With no resulting trust presumption in play, the burden shifted to Mills to establish that Ernie actually intended the RRIF and TFSA to benefit the estate. 

He adduced no such evidence.

The fact that Ernie had updated both designations to name Giasson, and then updated his will three months later without mentioning either account, led the court to conclude that the separation was intentional.

Undue Influence

Mills also alleged that Giasson had unduly influenced Ernie into changing the designations. The court confirmed that the threshold for undue influence is high: the challenger must establish on a balance of probabilities that the testator’s will was “actually overwhelmed” by “outright and overpowering coercion.”

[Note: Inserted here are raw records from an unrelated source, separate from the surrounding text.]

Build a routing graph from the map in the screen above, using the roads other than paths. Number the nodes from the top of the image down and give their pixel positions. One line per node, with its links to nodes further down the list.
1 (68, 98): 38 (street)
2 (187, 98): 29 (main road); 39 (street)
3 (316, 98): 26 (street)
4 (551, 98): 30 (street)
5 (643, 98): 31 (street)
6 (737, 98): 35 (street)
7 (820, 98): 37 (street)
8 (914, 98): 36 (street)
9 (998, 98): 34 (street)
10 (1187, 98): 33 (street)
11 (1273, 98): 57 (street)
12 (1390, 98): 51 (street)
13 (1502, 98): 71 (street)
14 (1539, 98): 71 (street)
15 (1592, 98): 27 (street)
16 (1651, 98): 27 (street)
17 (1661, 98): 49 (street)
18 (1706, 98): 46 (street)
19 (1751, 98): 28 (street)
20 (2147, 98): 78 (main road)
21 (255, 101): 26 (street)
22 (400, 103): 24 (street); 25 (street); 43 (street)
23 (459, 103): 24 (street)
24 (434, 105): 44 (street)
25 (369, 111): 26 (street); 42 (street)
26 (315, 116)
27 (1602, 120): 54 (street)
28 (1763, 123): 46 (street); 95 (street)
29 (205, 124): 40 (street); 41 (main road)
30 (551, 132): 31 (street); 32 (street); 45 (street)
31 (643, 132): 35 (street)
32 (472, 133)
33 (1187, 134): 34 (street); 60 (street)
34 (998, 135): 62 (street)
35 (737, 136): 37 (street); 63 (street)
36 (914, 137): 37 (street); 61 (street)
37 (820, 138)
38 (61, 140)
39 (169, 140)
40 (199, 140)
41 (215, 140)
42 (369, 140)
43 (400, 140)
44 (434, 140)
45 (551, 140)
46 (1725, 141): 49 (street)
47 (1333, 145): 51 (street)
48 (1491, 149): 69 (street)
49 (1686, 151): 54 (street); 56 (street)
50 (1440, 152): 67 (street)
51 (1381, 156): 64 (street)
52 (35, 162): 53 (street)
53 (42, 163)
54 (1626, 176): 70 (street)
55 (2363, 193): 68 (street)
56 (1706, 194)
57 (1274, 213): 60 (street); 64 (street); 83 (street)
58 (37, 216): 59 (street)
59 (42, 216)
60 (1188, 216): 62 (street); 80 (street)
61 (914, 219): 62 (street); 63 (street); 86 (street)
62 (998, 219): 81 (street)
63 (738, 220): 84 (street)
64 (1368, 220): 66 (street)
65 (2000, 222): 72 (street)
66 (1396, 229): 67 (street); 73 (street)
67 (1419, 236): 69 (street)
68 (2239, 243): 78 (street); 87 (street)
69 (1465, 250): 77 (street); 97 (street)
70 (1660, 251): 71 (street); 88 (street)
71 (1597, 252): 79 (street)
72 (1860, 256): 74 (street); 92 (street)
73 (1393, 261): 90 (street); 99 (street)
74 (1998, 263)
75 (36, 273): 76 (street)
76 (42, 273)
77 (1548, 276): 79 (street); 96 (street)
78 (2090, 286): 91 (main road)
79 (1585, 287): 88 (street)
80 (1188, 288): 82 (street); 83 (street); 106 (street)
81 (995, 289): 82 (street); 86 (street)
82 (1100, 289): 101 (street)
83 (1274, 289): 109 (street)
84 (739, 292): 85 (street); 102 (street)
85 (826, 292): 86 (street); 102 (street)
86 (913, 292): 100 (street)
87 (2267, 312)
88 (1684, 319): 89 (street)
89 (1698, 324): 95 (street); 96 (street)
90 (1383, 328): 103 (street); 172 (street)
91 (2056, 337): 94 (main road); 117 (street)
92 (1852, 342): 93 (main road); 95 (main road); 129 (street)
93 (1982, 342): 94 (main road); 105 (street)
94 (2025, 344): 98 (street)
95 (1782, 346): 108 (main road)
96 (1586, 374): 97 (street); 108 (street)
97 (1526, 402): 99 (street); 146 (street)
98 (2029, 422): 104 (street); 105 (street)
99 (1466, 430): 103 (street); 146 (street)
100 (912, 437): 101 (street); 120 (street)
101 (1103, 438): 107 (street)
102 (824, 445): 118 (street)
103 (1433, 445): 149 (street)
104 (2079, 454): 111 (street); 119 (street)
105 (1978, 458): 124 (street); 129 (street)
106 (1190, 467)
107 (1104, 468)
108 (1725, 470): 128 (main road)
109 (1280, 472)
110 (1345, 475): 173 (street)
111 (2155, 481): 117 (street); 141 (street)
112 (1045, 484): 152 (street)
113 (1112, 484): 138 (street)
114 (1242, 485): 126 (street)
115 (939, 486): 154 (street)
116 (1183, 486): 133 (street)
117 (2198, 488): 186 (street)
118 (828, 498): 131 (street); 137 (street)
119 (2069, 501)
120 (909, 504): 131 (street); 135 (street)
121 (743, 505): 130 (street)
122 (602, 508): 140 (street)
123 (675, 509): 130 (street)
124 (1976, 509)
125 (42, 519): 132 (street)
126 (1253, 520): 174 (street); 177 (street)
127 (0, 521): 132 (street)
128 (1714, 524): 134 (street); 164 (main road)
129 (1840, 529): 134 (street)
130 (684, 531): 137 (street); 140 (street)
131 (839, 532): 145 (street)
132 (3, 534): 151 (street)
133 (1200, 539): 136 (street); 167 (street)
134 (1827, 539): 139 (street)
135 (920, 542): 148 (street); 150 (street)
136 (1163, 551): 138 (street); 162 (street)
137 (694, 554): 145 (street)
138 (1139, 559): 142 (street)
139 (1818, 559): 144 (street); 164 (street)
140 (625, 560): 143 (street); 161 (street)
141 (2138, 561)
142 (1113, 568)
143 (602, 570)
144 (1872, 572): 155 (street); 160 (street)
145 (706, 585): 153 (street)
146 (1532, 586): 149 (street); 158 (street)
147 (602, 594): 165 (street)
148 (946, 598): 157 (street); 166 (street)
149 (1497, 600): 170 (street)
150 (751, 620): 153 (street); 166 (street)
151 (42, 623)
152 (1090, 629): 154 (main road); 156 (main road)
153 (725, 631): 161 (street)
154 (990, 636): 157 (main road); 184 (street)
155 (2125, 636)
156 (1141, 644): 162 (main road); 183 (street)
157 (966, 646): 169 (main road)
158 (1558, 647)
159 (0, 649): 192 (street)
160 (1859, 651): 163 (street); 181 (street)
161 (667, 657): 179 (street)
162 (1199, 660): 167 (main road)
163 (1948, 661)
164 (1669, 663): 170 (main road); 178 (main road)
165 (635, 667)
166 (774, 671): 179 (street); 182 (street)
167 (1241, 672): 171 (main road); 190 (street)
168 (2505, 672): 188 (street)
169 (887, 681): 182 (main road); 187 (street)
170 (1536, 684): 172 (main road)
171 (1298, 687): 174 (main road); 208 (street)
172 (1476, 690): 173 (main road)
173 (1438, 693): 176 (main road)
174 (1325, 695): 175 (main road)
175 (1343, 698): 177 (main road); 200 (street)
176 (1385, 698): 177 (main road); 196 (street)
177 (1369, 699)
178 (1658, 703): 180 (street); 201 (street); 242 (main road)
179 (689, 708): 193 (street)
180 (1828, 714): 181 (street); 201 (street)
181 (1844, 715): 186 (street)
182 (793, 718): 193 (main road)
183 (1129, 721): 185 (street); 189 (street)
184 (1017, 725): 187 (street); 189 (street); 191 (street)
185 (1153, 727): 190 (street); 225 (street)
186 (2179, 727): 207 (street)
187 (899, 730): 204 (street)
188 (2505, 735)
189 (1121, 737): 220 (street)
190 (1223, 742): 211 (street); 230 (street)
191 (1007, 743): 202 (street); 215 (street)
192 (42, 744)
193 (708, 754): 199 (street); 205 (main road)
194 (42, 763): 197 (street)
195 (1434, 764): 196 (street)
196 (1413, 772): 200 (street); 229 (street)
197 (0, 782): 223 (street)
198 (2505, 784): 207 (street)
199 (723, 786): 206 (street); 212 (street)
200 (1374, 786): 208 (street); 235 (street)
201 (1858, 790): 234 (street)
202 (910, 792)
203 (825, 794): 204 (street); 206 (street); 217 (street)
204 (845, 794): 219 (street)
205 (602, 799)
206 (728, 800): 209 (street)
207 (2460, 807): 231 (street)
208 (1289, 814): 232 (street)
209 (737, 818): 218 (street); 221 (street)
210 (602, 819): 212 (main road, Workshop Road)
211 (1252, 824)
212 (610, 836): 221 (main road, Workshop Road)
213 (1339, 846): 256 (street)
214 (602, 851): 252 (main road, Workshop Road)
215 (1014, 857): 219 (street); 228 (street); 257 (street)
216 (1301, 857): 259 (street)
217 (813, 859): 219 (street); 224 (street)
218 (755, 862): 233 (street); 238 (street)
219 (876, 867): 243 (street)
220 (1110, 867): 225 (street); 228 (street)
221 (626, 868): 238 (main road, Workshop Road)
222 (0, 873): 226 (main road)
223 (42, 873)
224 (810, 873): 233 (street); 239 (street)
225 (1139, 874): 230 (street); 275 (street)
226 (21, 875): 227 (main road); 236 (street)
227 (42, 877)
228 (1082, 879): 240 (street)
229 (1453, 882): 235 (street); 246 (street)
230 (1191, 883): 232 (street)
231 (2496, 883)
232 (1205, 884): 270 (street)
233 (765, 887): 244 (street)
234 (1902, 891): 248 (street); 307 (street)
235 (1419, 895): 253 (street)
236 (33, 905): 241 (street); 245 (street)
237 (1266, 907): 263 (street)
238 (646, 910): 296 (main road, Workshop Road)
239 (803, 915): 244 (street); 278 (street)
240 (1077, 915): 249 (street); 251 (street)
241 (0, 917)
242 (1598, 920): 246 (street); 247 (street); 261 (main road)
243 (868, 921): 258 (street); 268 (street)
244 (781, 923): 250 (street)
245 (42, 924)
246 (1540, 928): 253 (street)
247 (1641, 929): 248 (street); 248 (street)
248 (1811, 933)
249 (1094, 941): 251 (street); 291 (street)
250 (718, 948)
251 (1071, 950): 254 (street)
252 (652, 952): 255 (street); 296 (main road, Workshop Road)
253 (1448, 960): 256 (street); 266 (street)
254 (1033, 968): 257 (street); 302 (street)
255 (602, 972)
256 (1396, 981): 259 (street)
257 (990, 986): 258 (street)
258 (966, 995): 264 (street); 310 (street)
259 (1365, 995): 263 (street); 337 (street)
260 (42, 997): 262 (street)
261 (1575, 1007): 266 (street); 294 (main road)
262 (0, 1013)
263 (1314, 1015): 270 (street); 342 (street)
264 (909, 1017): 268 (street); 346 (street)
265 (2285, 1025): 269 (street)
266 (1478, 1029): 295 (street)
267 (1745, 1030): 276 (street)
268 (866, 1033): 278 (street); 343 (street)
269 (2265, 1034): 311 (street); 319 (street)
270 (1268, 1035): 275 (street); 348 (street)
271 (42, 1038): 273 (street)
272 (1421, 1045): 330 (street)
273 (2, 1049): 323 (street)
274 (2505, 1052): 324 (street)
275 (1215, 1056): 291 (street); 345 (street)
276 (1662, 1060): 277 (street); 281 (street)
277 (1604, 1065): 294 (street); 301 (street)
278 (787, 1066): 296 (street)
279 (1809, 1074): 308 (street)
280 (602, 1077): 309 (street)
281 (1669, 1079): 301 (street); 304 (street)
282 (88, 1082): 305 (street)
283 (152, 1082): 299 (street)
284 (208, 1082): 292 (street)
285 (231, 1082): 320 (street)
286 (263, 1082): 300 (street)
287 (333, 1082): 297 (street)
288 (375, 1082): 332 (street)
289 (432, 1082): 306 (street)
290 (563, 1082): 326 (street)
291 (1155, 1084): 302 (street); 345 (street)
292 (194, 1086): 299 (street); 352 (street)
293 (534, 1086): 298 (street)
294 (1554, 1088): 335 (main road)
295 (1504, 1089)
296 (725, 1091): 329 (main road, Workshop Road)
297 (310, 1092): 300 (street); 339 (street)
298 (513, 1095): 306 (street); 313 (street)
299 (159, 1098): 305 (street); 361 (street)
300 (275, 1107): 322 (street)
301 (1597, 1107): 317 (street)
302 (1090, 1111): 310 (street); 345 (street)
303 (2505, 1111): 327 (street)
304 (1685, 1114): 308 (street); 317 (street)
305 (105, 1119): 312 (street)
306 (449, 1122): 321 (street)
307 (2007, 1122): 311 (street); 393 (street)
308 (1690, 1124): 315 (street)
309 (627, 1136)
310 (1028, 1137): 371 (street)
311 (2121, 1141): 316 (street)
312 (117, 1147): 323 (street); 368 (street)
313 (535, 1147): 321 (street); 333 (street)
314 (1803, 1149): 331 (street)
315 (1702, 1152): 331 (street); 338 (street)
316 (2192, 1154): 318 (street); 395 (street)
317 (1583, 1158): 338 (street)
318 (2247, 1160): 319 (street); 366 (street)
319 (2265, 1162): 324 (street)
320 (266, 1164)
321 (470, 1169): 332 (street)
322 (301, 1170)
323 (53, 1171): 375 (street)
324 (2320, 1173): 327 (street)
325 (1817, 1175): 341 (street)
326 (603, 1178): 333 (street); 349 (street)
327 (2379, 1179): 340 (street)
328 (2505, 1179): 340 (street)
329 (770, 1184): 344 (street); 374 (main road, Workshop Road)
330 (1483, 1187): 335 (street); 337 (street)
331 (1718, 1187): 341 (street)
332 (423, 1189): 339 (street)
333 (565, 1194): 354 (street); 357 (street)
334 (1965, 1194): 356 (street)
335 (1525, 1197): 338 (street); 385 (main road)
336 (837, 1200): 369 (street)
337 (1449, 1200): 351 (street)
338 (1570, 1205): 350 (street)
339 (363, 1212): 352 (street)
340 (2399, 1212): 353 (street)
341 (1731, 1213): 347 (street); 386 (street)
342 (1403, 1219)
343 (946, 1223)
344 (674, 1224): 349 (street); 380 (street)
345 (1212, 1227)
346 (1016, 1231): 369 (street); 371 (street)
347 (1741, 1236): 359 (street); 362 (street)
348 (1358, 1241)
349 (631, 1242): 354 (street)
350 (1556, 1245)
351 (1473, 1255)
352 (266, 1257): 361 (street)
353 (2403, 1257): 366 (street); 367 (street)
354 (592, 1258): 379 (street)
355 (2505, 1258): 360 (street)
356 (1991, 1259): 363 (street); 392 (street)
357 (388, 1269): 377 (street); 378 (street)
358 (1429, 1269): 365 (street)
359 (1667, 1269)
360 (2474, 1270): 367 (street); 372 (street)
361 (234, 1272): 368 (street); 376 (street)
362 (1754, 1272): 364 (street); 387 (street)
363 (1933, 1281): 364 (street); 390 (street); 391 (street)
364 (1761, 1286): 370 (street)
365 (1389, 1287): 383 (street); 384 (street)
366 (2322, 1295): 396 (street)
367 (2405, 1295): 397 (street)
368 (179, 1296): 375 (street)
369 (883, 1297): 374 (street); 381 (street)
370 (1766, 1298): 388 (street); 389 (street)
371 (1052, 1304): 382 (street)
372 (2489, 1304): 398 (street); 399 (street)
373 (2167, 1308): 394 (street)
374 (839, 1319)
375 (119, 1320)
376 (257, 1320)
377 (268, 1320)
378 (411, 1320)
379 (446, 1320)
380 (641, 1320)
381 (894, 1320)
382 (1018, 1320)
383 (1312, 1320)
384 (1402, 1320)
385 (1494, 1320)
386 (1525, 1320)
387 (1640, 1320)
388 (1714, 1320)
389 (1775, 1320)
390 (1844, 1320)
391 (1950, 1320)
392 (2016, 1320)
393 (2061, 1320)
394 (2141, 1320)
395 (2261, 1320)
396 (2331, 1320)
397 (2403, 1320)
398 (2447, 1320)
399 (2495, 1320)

Mills fell well short of that bar.

The affidavit evidence she relied on, from her brother, a neighbour, and a longtime family friend, amounted to opinion unsupported by direct observation.

Critically, the court noted that it was Giasson who had repeatedly placed limits on the relationship: she refused Ernie’s three marriage proposals and declined to accompany him to meetings with his lawyer.

That conduct, the court found, was difficult to reconcile with a theory of manipulation or undue influence.

The court also rejected Mills’ assertions about Ernie’s cognitive decline and susceptibility, finding no medical or expert evidence to support them.

Pinto Shekib LLP, Your Toronto Estates Litigation Lawyers

Kunka Estate is a significant estates decision for several reasons.

The decision reinforces a practical point that estate planners and their clients must understand: RRIF and TFSA beneficiary designations operate outside the will. They are testamentary dispositions in form, but they are governed by the plan contract and the SLRA. 

Moreover, the undue influence analysis is a useful reminder of how high that evidentiary bar sits. Suspicion, opinion, and family grievance are not substitutes for direct evidence of coercion or overborne will.